J’opine et glisse l’index contre mon oreille. Bien que mes cheveux soient attachés, je replace quelques mèches rebelles derrière cette dernière d'un geste machinal. À la fois soulagé que Déhon me comprenne et gêné qu’il évoque ainsi ma chère mère.
— D’ailleurs, enchaîne-t-il, ça a été avec tes vieux la dernière fois ?
— Oui... Je crois qu'ils n'ont pas totalement avalé mon bobard, mais je suis encore libre de mes mouvements. Donc je dirais que tout s’est bien terminé.
— Cool. T’as envie de réitérer l’expérience au Rodrigue ?
Sa question est marquée d'un ricanement très parlant qui ravive des souvenirs peu glorieux.
— Ne me laisse plus jamais boire autant, geins-je en rejetant la tête en arrière sur le siège. C'était horrible.
Ce coup-ci, Déhon explose de rire.
— À qui le dis-tu ! raille-t-il.
— Arf, je suis tellement désolé pour… Tu sais, soupiré-je avant de me pincer les lèvres, incapable d’aller au bout de cette phrase.
Déhon tourne brièvement son regard rieur vers moi.
— Tu te souviens de tous tes exploits ?
— Juste les grandes lignes. Ce qui est bien suffisant…
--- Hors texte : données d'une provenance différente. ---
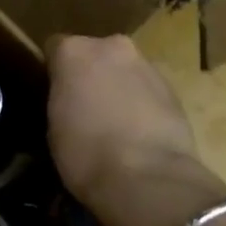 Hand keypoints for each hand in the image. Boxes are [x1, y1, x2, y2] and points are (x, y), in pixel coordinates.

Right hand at [45, 35, 223, 225]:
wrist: (147, 178)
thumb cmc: (85, 153)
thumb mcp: (53, 126)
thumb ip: (61, 99)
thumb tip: (69, 100)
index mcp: (74, 52)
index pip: (54, 48)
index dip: (53, 72)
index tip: (52, 94)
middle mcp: (111, 47)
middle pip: (94, 54)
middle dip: (89, 74)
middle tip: (82, 107)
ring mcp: (146, 65)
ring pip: (123, 70)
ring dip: (117, 87)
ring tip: (112, 123)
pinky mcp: (174, 88)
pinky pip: (146, 89)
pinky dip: (140, 103)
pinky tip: (136, 132) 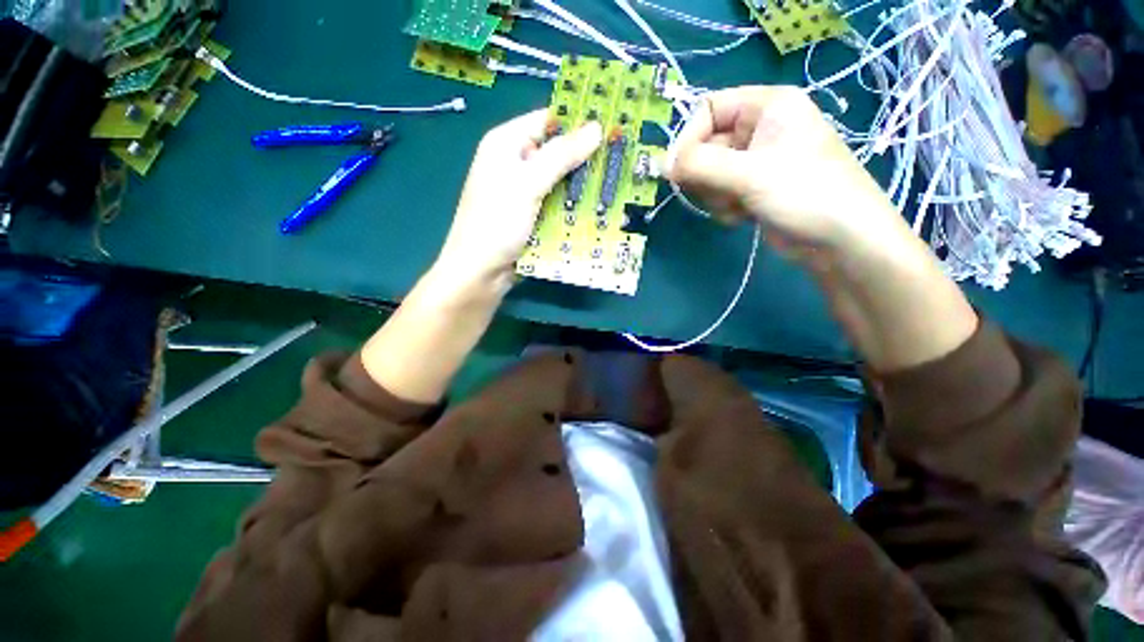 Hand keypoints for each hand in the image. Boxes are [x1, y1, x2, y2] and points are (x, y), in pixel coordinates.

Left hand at [435, 109, 602, 290]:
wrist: (481, 272)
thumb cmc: (497, 222)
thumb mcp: (528, 184)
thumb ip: (561, 156)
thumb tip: (596, 128)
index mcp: (506, 144)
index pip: (547, 122)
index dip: (577, 123)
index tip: (612, 127)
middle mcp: (515, 164)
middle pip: (556, 153)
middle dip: (585, 159)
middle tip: (621, 161)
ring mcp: (524, 193)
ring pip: (560, 182)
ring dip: (582, 186)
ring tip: (616, 185)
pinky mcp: (531, 217)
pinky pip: (557, 204)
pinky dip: (573, 206)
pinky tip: (597, 209)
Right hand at [667, 86, 904, 259]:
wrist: (840, 240)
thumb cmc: (804, 193)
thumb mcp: (749, 174)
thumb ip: (700, 165)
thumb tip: (661, 166)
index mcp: (767, 106)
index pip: (708, 109)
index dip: (688, 139)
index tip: (676, 172)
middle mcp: (760, 129)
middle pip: (706, 145)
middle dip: (705, 174)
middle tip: (718, 192)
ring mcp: (756, 161)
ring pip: (709, 173)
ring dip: (715, 195)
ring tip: (738, 206)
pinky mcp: (753, 188)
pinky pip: (720, 191)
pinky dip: (724, 207)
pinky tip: (743, 216)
Il rigole à nouveau et tend le bras. Sa paume chaude trouve sa place contre ma nuque, comme ce soir-là. Ce simple contact apaise instantanément mon mal aise.
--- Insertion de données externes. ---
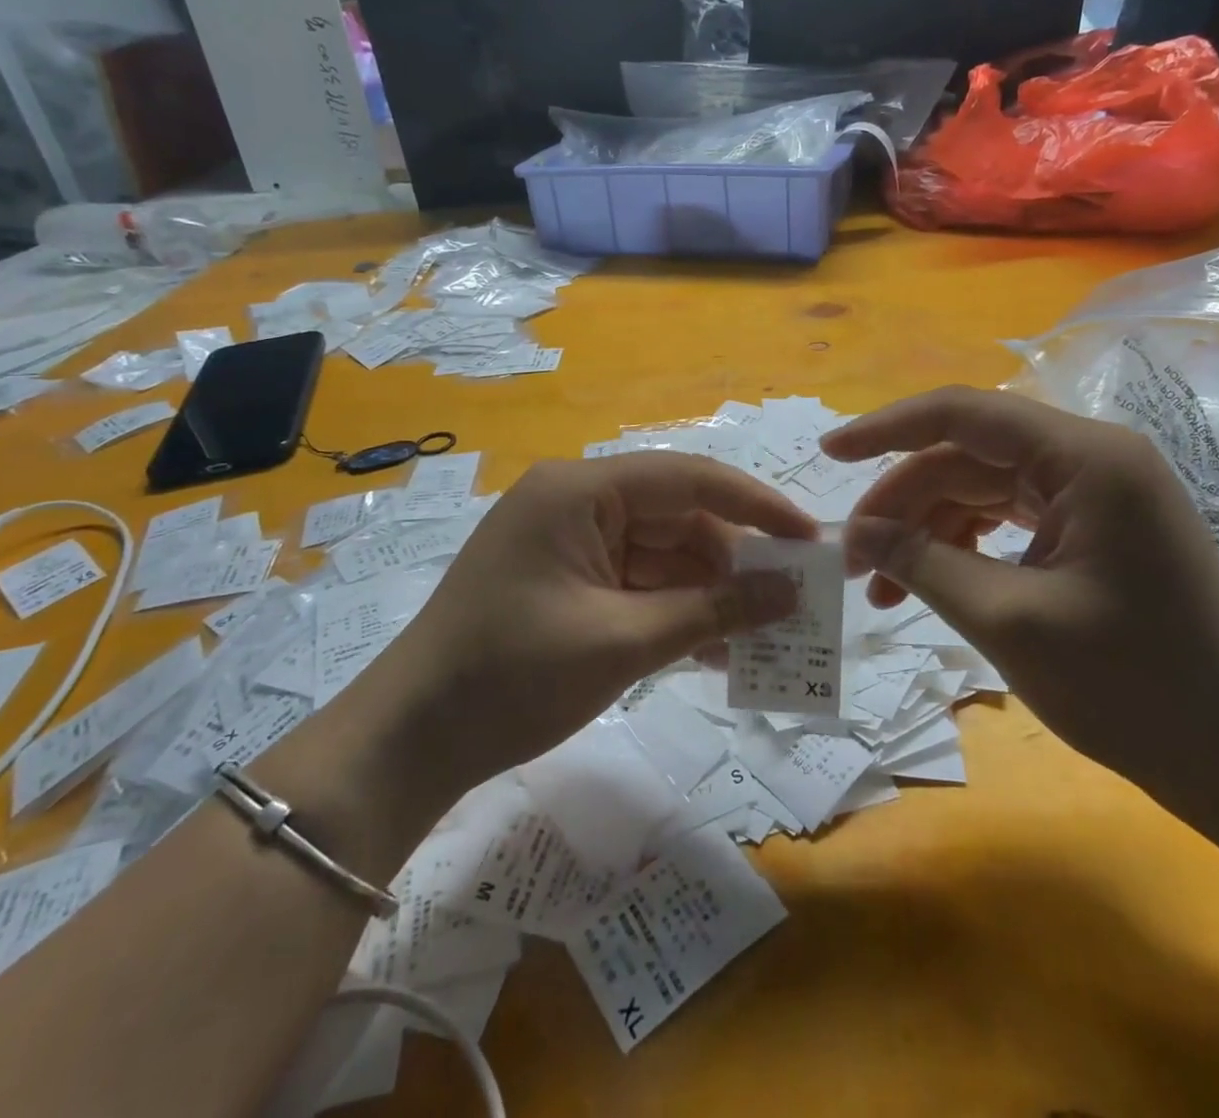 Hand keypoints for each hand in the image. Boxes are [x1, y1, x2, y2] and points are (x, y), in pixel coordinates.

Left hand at [382, 452, 817, 795]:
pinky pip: (636, 584)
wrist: (409, 740)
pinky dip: (674, 612)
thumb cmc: (512, 677)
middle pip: (677, 518)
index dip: (754, 505)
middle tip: (793, 602)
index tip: (808, 537)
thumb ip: (713, 611)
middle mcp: (575, 503)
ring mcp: (569, 543)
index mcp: (580, 490)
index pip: (687, 478)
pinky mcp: (565, 582)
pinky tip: (716, 649)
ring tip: (766, 637)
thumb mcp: (623, 642)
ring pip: (661, 555)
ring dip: (708, 595)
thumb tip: (792, 593)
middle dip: (734, 562)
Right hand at [821, 386, 1218, 817]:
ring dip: (925, 531)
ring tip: (880, 588)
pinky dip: (960, 547)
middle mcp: (1090, 458)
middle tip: (851, 559)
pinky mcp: (1092, 530)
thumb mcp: (1008, 620)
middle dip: (901, 503)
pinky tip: (925, 584)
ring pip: (980, 489)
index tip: (829, 453)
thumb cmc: (1135, 689)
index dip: (887, 428)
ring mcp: (1094, 494)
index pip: (964, 414)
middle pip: (966, 457)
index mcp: (1085, 458)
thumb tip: (857, 531)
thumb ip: (922, 562)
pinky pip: (1006, 519) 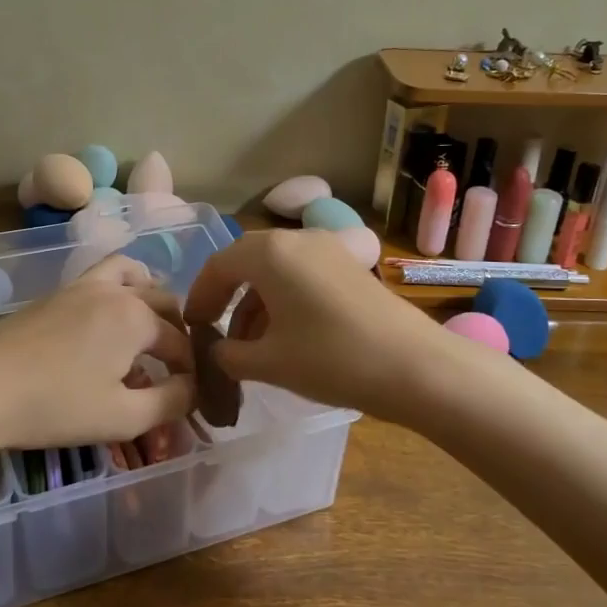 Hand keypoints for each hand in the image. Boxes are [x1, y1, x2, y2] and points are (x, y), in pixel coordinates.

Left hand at [0, 255, 194, 450]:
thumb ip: (170, 403)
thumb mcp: (122, 417)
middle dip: (178, 331)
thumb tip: (192, 389)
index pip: (180, 343)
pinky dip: (120, 287)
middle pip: (164, 301)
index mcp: (137, 318)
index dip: (191, 372)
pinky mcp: (57, 293)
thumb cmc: (55, 405)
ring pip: (133, 274)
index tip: (191, 396)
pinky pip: (103, 275)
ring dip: (151, 294)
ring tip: (149, 322)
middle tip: (176, 365)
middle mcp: (116, 291)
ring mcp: (83, 286)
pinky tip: (108, 317)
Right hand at [182, 229, 449, 422]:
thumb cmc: (331, 359)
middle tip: (215, 331)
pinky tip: (284, 337)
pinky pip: (302, 275)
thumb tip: (218, 353)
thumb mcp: (269, 363)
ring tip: (249, 347)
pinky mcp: (351, 266)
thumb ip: (230, 356)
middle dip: (227, 296)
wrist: (414, 366)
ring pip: (276, 270)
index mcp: (270, 253)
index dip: (199, 297)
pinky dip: (284, 300)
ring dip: (256, 302)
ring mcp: (329, 249)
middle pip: (247, 262)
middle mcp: (298, 239)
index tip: (192, 327)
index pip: (218, 266) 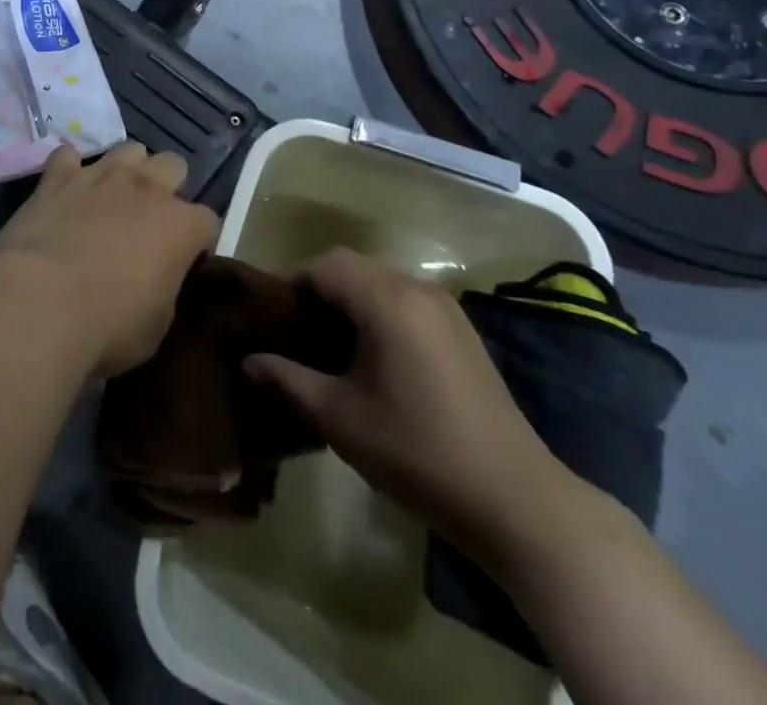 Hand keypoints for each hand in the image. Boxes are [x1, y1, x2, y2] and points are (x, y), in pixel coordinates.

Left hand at [0, 143, 218, 377]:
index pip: (207, 221)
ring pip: (128, 150)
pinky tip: (66, 189)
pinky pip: (68, 156)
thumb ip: (166, 290)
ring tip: (113, 199)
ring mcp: (100, 176)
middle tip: (151, 222)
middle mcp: (145, 188)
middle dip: (169, 187)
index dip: (198, 242)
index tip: (184, 262)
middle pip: (174, 165)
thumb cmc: (107, 327)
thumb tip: (159, 280)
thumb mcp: (157, 327)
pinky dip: (70, 170)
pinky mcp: (57, 177)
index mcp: (180, 225)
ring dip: (127, 170)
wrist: (39, 303)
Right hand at [245, 248, 580, 557]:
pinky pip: (405, 299)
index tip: (269, 317)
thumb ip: (288, 380)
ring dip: (348, 298)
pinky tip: (371, 355)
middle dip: (316, 288)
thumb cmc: (417, 451)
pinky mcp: (462, 331)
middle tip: (293, 330)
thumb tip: (249, 360)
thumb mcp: (340, 418)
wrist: (517, 501)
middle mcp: (416, 289)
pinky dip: (378, 310)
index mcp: (385, 299)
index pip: (323, 265)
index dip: (289, 283)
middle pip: (352, 265)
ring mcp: (445, 308)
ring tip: (326, 342)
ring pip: (380, 280)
— Faut pas avoir honte, p’tite bouille. Ça arrive à tout le monde d’un peu abuser des bonnes choses.
— Pas à moi ! Et je… je n’aurais jamais dû me jeter sur toi de cette manière. C’est... extrêmement gênant, et c’était très gentil de ta part de ne pas profiter de la situation. Merci.
— C’était pas de la gentillesse, plutôt du bon sens. Je suis sûr que me donneras beaucoup plus en toute lucidité.
J’adresse à Déhon mon énième regard interloqué de la soirée. Il se contente d’y répondre par un petit rictus qui incrémente son allusion coquine.
Le cœur dansant à nouveau la rumba, je finis par me pincer les lèvres pour retenir mon propre sourire lubrique.
Un peu moins d’une heure plus tard, l’Audi noire qui me sert de carrosse s’arrête à l’arrêt de bus de mon quartier.
— Merci de m’avoir ramené, soufflé-je, les yeux ancrés à ceux de Déhon. Je sais que tu espérais un tout autre programme.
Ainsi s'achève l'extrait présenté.